The method of claim 5, further comprising adjusting the minimum parameter to include a safety margin with relative to a surge condition.

The method of claim 1 , further comprising increasing the compressor speed as the flow reduction device closes.

The method of claim 9, wherein increasing the compressor speed for partially closed flow reduction device is inversely proportional to a reducted head pressure at the partially closed flow reduction device.

The method of claim 10 wherein the increase in the compressor speed is related to the reduction in head pressure according to an algorithm, the algorithm comprising:

Speedlncrease at %PRV = 1 / [HeadReduction at (%PRV)] 0.5

wherein: Speedlncrease is the increase in compressor speed; HeadReduction is the reduction in compressor head pressure; and %PRV is a percentage of the full opening of a pre-rotation vane.

The method of claim 1 1 , wherein the speed increase further improve the efficiency at part load, other secondary parameters can also be taken into account wherein the coefficient of Head Reduction is a function of a pre-rotation vane opening and the minimum parameter.

The method of claim 1 , wherein the flow reduction device is a variable geometry diffuser, and wherein the coefficient of head reduction will be defined as a function of at least one of the percentage of a VGD opening and the minimum parameter.

14. The method of claim 1 wherein the minimum parameter is a Mach number.

15. A method of computing and controlling a compressor capacity comprising:

measuring properties of a refrigerant at suction a suction inlet and at discharge outlet of the compressor;

calculating a compressor head pressure in the refrigerant; and

calculating a minimum rotational speed at which the compressor may operate while stable and free of surge conditions based on a constant coefficient multiplied by the actual compressor head pressure.

16. The method of claim 14, wherein the actual compressor head is the actual isentropic head.

17. The method of claim 14, wherein the actual compressor head is determined based on refrigerant properties measured in a refrigerant vessel associated with the compressor.

18. The method of claim 17, further comprising calculating the minimum rotational speed based on a tip speed of an impeller divided by the speed of sound in the refrigerant.

19. The method of claim 18, further comprising calculating the tip speed at a minimum Mach number; and calculating a multiplier of speed increase as a function of the flow reduction device based on an actuator feed-back signal.

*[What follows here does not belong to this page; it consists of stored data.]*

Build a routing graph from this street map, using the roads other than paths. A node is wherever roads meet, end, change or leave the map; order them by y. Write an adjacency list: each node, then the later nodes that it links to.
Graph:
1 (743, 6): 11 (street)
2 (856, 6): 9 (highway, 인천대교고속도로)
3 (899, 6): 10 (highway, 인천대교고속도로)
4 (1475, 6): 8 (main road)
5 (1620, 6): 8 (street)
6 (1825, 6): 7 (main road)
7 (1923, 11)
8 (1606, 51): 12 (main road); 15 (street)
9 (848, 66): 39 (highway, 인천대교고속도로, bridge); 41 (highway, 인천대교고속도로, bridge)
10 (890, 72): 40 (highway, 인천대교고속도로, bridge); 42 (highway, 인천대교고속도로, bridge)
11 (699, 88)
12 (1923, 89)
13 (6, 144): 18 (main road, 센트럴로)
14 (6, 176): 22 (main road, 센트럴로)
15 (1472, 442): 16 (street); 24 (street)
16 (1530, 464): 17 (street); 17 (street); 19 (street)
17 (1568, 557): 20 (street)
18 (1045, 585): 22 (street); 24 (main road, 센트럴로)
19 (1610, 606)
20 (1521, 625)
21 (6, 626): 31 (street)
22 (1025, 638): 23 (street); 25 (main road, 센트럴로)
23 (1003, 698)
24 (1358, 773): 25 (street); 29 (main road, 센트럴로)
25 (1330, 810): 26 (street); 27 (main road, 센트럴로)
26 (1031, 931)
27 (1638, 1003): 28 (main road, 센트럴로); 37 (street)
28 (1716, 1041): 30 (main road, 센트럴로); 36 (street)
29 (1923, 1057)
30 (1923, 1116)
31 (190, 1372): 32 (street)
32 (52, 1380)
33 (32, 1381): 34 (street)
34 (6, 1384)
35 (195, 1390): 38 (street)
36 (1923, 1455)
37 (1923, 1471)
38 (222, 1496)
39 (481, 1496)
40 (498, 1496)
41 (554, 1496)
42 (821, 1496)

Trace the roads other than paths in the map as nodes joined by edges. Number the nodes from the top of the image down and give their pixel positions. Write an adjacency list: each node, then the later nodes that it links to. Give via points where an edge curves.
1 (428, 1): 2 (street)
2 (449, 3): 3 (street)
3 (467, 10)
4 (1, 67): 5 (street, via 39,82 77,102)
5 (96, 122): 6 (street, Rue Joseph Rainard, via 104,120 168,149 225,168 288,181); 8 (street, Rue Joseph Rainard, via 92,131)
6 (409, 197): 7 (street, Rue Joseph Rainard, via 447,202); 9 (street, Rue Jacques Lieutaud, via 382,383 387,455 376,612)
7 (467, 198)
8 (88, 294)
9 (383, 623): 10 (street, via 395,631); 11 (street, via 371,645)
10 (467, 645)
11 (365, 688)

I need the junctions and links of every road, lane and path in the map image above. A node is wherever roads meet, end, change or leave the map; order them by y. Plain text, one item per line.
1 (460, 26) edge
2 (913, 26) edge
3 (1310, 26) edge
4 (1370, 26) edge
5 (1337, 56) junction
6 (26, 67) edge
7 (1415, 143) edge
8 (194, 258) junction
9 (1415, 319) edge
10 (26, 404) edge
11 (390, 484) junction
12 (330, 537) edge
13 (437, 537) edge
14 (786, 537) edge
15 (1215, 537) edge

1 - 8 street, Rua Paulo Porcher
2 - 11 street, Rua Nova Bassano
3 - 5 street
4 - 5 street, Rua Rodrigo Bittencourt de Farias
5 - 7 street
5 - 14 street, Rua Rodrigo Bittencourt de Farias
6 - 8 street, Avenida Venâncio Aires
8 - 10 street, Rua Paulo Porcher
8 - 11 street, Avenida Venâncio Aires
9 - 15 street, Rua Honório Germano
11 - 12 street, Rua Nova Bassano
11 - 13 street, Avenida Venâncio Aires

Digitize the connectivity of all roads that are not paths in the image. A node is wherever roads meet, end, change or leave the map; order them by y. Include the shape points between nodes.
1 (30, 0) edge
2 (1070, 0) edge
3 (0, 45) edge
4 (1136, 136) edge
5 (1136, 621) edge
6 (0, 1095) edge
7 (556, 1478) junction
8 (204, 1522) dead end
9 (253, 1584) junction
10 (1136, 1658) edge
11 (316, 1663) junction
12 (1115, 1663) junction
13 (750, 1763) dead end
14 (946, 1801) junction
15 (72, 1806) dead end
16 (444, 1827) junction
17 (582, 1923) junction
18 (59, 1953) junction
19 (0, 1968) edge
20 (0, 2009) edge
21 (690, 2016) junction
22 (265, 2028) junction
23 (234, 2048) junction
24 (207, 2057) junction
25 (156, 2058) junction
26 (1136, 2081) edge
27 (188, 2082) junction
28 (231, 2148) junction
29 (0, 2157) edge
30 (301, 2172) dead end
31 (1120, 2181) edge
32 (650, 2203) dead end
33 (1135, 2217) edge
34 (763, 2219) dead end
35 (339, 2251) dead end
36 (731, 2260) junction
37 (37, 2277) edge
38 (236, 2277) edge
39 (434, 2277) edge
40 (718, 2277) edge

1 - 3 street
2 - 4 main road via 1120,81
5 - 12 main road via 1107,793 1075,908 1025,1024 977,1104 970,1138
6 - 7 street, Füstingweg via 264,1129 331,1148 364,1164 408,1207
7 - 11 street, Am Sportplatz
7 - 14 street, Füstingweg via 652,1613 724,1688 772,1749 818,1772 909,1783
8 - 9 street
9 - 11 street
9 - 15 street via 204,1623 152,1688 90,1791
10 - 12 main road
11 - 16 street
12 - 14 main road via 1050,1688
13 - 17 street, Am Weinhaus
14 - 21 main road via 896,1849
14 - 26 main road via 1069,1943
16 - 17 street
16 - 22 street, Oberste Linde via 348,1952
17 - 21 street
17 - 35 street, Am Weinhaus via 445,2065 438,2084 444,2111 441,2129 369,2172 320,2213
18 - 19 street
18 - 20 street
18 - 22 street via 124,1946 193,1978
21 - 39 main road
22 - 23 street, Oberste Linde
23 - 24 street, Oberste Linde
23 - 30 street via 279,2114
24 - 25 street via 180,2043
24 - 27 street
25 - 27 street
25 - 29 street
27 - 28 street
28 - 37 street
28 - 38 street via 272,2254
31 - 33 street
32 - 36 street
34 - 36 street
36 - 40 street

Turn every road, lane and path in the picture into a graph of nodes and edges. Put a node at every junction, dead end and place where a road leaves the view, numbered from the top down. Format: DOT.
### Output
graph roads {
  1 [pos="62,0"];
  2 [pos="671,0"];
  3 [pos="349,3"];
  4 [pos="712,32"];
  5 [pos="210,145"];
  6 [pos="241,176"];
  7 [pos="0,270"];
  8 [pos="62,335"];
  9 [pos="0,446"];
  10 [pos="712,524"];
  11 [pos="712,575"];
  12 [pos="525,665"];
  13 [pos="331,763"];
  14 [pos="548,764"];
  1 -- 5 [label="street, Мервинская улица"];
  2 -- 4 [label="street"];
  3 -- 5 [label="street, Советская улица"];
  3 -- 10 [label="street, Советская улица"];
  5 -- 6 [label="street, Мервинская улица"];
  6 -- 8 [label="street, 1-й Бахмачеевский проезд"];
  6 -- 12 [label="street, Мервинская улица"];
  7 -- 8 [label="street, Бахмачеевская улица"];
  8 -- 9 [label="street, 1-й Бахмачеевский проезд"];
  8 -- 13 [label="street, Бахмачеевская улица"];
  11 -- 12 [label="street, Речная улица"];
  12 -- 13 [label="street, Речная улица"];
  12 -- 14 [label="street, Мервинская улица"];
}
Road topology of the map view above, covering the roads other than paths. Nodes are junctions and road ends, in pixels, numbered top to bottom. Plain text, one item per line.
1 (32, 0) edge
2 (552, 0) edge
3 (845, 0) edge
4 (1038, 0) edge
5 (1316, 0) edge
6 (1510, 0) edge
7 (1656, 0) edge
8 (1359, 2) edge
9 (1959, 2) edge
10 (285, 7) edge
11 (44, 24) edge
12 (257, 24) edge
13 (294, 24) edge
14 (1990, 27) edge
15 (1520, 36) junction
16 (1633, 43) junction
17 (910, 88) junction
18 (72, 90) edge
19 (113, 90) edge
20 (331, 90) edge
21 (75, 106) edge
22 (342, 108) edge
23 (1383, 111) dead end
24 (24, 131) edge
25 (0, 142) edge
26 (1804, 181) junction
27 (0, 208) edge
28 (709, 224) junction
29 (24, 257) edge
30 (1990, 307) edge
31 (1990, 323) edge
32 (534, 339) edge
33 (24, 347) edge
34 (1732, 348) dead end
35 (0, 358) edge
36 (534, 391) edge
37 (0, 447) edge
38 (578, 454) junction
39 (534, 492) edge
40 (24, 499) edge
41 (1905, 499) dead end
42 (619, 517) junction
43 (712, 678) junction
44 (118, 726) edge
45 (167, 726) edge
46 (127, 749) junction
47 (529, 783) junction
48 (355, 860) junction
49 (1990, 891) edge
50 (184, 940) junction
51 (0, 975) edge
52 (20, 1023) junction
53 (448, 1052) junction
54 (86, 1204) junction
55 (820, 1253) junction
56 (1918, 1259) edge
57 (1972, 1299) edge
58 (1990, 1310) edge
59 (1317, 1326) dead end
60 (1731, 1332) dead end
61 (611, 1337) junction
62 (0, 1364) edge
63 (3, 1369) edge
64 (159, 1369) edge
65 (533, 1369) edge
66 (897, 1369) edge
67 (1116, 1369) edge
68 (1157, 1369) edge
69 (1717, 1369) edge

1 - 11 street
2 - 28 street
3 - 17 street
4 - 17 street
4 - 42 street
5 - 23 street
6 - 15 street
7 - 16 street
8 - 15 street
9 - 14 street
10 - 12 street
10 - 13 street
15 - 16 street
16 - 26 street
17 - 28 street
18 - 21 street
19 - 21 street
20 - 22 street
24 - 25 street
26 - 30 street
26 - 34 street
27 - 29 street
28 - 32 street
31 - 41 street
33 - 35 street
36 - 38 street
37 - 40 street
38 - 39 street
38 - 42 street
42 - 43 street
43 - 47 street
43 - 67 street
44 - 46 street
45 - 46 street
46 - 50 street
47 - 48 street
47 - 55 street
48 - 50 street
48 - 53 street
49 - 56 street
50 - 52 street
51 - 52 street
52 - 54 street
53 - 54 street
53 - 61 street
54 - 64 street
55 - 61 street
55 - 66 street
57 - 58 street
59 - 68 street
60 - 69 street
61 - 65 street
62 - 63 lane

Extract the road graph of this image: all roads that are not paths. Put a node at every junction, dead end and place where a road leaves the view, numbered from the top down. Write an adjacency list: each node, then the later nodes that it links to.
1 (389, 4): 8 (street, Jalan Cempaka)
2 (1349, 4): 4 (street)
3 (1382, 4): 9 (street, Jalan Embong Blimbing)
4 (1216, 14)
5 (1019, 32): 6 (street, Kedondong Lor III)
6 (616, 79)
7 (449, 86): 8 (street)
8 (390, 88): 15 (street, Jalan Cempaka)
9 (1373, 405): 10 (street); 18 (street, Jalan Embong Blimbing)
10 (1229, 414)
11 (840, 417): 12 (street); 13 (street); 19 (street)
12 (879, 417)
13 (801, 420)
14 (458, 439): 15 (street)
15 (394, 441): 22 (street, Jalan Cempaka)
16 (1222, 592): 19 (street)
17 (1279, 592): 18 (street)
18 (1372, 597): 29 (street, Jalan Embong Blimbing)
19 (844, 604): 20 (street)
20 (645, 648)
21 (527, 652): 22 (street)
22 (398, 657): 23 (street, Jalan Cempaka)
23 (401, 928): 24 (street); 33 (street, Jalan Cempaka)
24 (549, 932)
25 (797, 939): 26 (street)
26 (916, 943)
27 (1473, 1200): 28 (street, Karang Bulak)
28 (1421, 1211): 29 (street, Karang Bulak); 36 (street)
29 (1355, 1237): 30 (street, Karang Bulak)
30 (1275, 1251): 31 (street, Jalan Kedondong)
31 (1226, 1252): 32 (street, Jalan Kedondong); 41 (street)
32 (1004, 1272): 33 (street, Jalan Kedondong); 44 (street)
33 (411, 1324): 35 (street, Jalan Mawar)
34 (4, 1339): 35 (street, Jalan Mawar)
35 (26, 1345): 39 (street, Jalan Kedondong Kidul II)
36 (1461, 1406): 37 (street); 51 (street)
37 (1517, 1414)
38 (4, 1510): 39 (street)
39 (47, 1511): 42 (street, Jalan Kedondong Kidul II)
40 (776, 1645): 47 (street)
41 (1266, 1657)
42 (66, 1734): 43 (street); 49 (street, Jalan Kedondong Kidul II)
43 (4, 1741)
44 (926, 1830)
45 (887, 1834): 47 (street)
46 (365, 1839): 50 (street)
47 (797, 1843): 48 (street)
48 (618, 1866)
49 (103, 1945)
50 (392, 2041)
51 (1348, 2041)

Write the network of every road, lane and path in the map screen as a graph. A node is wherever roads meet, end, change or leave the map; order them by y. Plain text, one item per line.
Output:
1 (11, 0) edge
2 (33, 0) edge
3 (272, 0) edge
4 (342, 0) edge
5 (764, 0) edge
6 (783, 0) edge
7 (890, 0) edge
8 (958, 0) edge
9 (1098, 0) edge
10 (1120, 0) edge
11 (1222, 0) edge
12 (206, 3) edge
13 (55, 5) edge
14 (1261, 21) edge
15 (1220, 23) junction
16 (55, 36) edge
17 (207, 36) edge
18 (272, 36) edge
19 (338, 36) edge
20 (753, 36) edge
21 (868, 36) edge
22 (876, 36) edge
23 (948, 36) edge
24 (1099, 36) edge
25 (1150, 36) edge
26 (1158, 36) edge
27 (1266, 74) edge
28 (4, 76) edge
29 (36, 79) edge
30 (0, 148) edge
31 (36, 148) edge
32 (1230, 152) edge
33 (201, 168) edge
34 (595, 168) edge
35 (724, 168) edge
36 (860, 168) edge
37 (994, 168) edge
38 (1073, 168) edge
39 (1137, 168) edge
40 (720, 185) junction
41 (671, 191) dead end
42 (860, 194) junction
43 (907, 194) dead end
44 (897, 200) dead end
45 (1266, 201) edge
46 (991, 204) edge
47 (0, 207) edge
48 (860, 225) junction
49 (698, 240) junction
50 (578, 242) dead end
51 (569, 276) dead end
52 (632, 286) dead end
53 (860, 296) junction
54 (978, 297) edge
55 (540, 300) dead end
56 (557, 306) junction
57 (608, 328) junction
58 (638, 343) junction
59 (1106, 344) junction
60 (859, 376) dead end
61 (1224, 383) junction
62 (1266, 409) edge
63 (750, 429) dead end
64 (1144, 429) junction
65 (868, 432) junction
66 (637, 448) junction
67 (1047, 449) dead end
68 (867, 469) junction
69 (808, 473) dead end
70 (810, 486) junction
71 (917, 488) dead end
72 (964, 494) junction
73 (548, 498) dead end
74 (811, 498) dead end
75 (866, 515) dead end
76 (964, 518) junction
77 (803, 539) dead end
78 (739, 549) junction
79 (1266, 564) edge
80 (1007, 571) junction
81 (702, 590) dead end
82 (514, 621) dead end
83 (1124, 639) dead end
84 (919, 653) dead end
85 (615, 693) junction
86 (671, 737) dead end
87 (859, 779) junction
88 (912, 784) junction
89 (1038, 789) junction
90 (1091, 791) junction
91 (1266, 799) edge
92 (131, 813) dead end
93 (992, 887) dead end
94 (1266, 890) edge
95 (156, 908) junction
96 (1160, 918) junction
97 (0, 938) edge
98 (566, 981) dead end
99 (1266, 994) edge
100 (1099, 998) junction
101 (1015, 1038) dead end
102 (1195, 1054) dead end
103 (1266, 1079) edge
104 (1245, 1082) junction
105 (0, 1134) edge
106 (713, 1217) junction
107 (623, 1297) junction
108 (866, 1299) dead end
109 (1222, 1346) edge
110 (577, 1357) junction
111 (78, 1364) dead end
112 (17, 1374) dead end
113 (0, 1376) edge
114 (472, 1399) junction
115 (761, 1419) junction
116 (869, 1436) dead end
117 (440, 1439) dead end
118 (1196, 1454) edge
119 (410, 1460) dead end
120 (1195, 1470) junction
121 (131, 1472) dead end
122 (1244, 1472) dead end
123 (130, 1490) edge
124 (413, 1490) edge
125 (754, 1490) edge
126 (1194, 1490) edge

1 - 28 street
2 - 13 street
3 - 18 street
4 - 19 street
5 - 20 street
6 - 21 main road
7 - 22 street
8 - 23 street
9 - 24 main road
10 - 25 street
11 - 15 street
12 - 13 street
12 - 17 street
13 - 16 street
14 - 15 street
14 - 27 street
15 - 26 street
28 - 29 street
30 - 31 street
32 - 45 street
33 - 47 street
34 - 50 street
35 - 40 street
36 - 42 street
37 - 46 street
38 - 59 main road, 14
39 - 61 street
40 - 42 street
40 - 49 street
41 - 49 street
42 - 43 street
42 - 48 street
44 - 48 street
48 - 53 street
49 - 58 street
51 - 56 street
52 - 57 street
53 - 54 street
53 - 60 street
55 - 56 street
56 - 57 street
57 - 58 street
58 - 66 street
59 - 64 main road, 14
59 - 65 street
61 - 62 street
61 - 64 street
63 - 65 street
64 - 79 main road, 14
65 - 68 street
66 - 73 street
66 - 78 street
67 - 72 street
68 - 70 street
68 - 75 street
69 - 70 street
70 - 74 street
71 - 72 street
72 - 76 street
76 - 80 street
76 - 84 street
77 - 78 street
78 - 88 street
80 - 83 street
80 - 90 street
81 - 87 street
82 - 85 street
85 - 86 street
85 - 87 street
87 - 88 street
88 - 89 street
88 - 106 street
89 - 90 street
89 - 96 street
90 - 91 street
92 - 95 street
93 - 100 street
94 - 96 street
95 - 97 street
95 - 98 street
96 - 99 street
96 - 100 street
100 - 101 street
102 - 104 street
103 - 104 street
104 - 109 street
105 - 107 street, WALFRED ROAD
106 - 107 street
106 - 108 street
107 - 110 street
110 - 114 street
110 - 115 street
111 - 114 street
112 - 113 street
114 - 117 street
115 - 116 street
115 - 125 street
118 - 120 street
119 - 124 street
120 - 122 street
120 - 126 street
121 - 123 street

20. A system for controlling a compressor comprising:

a compressor having an impeller, a condenser, and an evaporator connected in a closed refrigerant loop;

a controller configured to control a capacity of the compressor, the controller configured to:

calculate a compressor head factor based on the suction pressure and the discharge pressure; calculate a speed of sound in a refrigerant;

calculate a minimum parameter comprising a tip speed of the impeller divided by a speed of sound;

calculate the tip speed of the impeller at the minimum parameter;

calculate a multiplier of speed increase as a function of the flow reduction device based on an actuator feed-back signal; and

determine a minimum rotational speed at which the compressor may operate free from a surge condition; and

control a rotational speed of the compressor above the minimum rotational speed.